Complex mitochondrial disease caused by the mutation of COX10 in a toddler: a case-report study

Abstract

Introduction and importance: Cytochrome C oxidase (COX) deficiency is an uncommon inherited metabolic disorder. It is identified by a lack of the COX, also known as Complex IV. This enzyme plays a crucial role in the rate-limiting and oxygen-accepting step of the respiratory chain within the subcellular structures called mitochondria. The deficiency of COX can either be restricted to skeletal muscle tissues or can impact multiple tissues throughout the body. Case presentation: A 3-year-old girl was admitted due to muscle weakness and a decline in developmental milestones 7 days after a significant stressor.
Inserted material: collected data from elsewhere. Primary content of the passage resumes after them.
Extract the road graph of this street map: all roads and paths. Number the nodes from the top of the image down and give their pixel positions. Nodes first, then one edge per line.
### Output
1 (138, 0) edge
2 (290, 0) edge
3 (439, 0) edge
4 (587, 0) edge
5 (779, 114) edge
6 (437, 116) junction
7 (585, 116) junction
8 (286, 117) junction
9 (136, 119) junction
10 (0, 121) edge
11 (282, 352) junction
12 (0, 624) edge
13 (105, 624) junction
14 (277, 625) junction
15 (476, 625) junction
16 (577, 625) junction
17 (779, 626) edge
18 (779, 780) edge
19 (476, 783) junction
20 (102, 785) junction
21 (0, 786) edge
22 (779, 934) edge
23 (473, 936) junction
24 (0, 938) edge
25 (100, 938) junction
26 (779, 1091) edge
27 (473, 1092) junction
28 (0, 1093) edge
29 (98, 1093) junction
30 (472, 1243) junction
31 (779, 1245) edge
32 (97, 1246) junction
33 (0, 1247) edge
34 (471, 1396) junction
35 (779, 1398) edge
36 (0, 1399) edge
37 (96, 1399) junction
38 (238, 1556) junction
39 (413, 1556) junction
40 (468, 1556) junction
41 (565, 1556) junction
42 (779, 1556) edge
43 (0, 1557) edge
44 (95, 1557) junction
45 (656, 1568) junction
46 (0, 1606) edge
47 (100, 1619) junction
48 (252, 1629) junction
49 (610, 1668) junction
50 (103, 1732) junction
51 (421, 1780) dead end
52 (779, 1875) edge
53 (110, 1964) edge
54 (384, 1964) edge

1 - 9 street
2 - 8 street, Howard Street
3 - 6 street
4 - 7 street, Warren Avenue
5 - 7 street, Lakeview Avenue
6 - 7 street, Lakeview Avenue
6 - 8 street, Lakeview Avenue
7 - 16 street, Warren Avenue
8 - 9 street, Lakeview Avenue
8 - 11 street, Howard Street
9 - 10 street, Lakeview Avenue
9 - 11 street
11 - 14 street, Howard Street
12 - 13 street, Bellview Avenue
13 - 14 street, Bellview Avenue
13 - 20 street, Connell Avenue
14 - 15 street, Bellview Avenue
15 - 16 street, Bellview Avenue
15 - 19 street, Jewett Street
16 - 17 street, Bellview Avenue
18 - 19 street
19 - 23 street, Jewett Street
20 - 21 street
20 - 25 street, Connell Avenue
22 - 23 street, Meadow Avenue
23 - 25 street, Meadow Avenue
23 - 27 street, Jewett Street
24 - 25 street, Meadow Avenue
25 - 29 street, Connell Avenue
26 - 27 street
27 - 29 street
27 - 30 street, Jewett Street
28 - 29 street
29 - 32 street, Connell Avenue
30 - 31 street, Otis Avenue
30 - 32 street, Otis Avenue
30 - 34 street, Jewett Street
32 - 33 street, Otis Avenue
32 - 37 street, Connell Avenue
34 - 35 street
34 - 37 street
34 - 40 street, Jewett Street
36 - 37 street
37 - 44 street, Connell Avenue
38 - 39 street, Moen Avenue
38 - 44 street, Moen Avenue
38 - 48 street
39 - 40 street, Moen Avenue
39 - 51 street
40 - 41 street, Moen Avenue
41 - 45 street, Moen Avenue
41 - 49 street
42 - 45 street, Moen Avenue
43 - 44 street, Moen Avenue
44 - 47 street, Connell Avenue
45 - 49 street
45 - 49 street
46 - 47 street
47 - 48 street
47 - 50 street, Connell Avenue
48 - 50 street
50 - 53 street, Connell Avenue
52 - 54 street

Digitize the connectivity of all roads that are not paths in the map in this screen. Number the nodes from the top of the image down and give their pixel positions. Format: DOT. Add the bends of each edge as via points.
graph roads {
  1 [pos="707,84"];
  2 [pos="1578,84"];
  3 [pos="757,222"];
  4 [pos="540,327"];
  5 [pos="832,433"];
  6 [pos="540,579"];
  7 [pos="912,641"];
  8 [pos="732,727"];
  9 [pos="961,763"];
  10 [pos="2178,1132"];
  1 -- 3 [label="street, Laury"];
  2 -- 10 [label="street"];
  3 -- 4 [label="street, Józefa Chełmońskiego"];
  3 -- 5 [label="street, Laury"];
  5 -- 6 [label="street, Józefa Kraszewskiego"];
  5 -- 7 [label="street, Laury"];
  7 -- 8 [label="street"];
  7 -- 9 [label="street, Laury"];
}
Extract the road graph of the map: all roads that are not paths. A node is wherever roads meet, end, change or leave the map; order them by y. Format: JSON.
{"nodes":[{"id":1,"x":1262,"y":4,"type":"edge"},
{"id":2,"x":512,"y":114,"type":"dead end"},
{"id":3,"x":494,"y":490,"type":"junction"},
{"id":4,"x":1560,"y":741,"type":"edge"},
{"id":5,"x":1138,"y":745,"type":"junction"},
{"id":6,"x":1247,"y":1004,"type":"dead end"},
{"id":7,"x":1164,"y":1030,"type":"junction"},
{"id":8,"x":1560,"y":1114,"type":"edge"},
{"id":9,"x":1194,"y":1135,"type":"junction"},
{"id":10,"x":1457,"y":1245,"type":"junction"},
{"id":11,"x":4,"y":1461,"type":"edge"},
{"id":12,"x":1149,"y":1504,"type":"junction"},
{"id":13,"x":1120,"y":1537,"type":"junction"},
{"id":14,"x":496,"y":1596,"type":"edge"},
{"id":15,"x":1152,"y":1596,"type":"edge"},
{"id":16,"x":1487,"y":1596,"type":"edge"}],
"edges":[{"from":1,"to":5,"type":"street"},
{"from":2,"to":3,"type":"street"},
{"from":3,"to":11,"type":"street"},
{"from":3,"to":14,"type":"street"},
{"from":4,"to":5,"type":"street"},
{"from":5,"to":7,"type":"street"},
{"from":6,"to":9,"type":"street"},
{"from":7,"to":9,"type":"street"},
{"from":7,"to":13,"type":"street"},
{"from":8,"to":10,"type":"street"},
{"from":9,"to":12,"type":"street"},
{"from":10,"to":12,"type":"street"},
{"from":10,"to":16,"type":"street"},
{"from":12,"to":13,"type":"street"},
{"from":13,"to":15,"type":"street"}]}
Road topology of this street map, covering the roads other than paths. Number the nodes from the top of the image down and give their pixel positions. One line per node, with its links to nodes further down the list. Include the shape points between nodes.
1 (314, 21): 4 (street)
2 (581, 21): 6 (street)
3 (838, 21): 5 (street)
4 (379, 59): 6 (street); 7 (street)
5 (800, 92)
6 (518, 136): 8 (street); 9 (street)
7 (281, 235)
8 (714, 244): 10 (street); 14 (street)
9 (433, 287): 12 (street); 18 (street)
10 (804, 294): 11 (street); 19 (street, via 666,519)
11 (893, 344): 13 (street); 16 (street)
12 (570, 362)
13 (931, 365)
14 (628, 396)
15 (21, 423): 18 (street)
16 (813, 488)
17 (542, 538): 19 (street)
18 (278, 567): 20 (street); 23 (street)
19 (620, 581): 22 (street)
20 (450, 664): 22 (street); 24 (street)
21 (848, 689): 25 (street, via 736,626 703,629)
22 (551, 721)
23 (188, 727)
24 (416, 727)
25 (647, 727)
Leukodystrophy was observed in the brain magnetic resonance imaging, and genome sequencing identified a homozygous mutation in exon 1 and 7 of chromosome 17. This mutation led to a deficiency in COX10, which is a component of mitochondrial complex IV. Clinical discussion: In the medical field, inherited metabolic disorders can be complex to diagnose due to overlapping symptoms with other conditions. Mitochondria’s oxidative phosphorylation system, including the COX enzyme complex, plays a crucial role in energy production. Mitochondrial disorders, including COX deficiency, can present at various stages of life with diverse symptoms. Treatment options focus on supportive care and potential benefits from supplements like coenzyme-Q10 and small-molecule therapies targeting mitochondrial function. Identifying genetic mutations is key for advancing treatments in this area. Conclusion: This report presents a unique case of developmental regression and muscle weakness in a paediatric patient, which can be attributed to a rare occurrence of type 3 nuclear mitochondrial complex IV deficiency.